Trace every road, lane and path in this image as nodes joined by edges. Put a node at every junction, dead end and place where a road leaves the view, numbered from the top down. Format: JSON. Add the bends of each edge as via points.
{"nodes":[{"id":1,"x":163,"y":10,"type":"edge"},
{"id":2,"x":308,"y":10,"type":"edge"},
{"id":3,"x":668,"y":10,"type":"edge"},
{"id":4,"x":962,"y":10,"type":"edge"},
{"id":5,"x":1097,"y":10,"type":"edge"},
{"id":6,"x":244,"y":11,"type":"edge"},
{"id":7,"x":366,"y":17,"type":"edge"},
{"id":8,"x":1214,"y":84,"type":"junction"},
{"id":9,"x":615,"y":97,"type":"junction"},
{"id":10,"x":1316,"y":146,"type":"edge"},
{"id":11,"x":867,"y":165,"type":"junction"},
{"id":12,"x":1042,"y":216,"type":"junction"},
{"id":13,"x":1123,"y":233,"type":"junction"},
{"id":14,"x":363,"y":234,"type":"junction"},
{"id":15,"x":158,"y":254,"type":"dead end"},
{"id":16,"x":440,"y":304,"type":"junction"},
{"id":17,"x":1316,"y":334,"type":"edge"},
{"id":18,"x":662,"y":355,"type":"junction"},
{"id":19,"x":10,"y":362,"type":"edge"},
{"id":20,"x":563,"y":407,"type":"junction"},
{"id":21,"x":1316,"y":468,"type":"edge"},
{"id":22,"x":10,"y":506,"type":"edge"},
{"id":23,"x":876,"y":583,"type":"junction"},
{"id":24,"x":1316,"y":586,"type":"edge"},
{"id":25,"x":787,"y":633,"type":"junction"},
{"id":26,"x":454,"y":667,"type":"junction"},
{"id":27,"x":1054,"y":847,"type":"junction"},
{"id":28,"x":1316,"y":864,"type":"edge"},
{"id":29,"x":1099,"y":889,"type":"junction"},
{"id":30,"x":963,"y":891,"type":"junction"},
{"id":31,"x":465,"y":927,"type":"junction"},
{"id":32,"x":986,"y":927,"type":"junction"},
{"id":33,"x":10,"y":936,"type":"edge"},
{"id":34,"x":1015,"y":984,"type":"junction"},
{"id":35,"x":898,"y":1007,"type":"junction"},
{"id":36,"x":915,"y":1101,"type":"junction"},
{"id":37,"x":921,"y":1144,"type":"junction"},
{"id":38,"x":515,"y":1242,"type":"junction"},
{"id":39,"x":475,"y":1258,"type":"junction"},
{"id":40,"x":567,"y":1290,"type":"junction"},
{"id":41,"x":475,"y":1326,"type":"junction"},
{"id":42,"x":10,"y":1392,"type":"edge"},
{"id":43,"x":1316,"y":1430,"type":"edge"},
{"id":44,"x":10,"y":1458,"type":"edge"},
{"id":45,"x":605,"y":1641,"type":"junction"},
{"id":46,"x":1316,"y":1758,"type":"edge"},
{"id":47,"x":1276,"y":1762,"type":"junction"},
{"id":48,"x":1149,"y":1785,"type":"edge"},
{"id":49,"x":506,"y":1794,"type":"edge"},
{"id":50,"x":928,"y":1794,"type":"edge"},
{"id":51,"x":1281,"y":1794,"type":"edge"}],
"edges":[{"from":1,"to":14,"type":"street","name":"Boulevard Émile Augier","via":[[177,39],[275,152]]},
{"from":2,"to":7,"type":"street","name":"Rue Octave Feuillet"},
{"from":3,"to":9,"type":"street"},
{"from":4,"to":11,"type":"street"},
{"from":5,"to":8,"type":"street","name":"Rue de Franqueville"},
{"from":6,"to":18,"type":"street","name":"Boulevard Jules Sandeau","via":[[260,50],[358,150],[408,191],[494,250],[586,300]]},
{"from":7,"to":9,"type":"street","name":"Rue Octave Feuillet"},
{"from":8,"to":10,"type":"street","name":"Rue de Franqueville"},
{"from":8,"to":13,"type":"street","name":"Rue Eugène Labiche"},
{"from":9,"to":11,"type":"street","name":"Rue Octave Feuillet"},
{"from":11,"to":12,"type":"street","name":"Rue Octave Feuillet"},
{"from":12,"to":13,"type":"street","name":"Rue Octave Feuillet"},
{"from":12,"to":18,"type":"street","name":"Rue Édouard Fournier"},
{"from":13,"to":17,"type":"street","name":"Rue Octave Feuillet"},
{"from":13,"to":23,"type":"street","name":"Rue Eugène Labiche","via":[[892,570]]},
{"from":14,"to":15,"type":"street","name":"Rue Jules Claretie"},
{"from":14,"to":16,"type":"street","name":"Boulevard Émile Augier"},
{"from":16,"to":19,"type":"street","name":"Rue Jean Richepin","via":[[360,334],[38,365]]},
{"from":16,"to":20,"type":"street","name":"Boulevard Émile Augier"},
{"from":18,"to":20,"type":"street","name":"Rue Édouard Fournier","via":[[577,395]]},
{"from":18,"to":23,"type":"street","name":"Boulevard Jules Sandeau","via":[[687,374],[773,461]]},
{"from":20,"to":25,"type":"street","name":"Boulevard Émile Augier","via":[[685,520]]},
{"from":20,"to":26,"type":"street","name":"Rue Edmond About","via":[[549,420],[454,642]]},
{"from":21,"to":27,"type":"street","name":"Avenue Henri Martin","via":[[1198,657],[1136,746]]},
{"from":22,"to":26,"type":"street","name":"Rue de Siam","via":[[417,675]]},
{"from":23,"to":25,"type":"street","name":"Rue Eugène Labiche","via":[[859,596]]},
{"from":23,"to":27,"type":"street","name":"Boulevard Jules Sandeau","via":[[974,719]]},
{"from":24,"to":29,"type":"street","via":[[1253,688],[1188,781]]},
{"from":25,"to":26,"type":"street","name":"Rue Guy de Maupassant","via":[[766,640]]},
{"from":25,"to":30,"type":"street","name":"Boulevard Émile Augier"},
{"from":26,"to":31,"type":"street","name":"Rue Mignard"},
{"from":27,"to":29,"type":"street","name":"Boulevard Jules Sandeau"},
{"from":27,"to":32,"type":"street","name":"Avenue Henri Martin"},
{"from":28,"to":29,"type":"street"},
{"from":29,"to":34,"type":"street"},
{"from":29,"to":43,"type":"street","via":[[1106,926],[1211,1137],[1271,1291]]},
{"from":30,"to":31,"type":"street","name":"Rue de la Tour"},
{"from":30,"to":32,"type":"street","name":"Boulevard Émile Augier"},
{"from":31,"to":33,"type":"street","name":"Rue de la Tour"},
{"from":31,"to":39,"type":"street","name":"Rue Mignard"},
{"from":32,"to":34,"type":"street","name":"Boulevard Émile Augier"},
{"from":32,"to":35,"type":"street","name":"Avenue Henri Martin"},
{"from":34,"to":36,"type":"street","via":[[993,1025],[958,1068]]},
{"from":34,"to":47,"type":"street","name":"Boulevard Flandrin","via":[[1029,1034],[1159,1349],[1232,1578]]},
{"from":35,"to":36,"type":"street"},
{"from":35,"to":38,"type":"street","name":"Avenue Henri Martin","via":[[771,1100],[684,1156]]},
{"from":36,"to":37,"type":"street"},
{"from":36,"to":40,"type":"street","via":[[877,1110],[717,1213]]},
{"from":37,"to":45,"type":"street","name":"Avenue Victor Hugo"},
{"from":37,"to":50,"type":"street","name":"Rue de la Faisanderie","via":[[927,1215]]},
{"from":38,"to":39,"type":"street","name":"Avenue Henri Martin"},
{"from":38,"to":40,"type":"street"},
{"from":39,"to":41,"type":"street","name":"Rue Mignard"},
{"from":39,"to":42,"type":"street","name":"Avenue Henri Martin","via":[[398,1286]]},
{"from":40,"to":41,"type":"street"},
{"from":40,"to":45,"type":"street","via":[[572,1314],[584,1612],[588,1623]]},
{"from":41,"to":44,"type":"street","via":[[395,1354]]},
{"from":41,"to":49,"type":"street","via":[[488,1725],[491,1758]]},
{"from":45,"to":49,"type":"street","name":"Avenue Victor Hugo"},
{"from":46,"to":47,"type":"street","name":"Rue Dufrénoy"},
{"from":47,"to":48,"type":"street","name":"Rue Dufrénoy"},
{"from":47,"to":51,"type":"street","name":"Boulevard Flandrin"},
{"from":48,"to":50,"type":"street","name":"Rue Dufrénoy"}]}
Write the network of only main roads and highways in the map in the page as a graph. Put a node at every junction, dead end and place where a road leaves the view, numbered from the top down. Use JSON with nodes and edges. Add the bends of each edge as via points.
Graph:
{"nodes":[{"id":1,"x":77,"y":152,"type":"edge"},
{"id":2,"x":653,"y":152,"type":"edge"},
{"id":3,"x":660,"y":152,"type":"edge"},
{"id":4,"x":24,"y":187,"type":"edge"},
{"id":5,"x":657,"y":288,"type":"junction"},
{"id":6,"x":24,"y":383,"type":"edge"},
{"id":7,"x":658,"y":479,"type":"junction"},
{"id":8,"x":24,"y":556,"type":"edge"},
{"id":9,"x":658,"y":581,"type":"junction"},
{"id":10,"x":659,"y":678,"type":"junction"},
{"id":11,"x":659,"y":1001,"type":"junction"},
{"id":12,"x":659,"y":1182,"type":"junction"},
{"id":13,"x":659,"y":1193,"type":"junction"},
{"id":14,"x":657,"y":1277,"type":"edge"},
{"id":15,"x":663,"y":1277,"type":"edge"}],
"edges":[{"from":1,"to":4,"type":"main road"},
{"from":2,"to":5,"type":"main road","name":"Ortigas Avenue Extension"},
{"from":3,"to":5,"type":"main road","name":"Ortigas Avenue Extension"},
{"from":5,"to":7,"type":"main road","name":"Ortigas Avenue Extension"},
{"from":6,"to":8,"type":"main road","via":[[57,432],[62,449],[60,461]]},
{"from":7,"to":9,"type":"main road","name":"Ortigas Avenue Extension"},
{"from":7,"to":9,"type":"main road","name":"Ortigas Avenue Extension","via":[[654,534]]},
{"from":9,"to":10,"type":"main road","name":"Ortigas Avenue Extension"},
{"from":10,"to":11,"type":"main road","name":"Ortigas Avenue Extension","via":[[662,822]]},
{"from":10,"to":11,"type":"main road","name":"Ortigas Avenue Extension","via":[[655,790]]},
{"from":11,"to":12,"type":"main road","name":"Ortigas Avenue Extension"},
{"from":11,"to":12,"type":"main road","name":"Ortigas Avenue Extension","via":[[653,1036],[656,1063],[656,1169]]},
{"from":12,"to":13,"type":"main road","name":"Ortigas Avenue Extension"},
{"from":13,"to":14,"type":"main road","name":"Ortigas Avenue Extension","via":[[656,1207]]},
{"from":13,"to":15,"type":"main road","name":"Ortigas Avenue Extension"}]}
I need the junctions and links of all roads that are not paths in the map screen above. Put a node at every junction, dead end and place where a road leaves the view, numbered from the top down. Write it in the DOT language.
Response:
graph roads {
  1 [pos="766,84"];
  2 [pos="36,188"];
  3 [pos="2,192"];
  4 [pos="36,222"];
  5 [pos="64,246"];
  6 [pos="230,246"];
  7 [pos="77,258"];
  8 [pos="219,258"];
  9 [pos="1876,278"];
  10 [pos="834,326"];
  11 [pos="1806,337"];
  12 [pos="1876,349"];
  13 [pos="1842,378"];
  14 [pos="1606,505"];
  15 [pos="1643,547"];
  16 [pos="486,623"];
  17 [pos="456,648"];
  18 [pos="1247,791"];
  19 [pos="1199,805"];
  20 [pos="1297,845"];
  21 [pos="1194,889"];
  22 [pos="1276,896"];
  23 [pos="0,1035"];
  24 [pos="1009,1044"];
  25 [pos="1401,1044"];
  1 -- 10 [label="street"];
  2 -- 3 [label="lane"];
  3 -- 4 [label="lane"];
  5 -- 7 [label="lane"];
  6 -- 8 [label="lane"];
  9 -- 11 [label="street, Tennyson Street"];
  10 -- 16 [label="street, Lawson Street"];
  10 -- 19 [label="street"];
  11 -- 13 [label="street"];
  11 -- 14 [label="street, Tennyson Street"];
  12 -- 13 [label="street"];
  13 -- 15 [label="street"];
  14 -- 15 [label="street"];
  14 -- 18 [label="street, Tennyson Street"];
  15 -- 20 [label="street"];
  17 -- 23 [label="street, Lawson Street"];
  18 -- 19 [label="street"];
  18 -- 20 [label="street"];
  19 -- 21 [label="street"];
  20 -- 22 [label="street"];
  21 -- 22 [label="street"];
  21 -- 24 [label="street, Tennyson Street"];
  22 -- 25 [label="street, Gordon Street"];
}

■ TASK TO COMPLETE
Pick every line of the data that includes the string "Franqueville".

■ RESPONSE TO THE EXERCISE
{"from":5,"to":8,"type":"street","name":"Rue de Franqueville"},
{"from":8,"to":10,"type":"street","name":"Rue de Franqueville"},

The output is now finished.